[TASK BRIEF] Give the listing below again exactly, but without any of its pictures.

[DATASET SECTION]
BEGIN

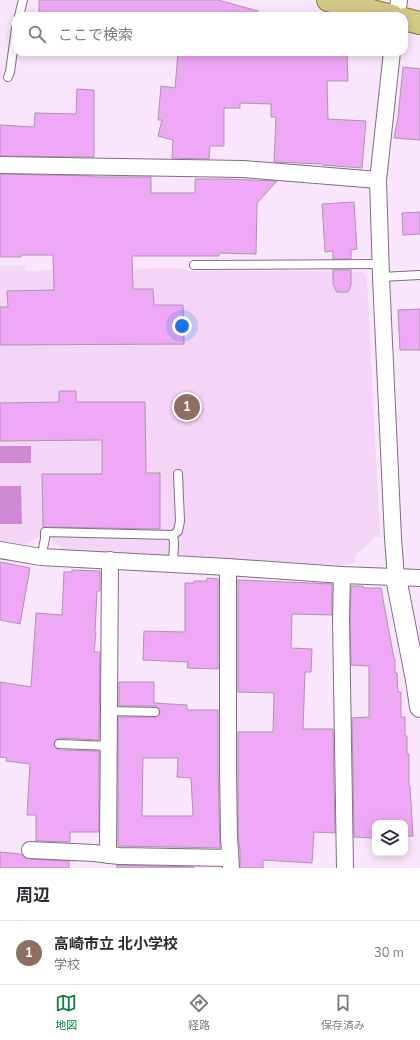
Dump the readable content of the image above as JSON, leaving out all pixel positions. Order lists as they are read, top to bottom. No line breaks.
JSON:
{"page":{"search":"ここで検索","pins":"1","heading":"周辺","list":[{"mark":"1","name":"高崎市立 北小学校","note":"学校","value":"30 m"}],"nav":["地図","経路","保存済み"]}}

END

[YOUR RESPONSE]
Dump the readable content of the image above as JSON, leaving out all pixel positions. Order lists as they are read, top to bottom. No line breaks.
JSON:
{"page":{"search":"ここで検索","pins":"1","heading":"周辺","list":[{"mark":"1","name":"高崎市立 北小学校","note":"学校","value":"30 m"}],"nav":["地図","経路","保存済み"]}}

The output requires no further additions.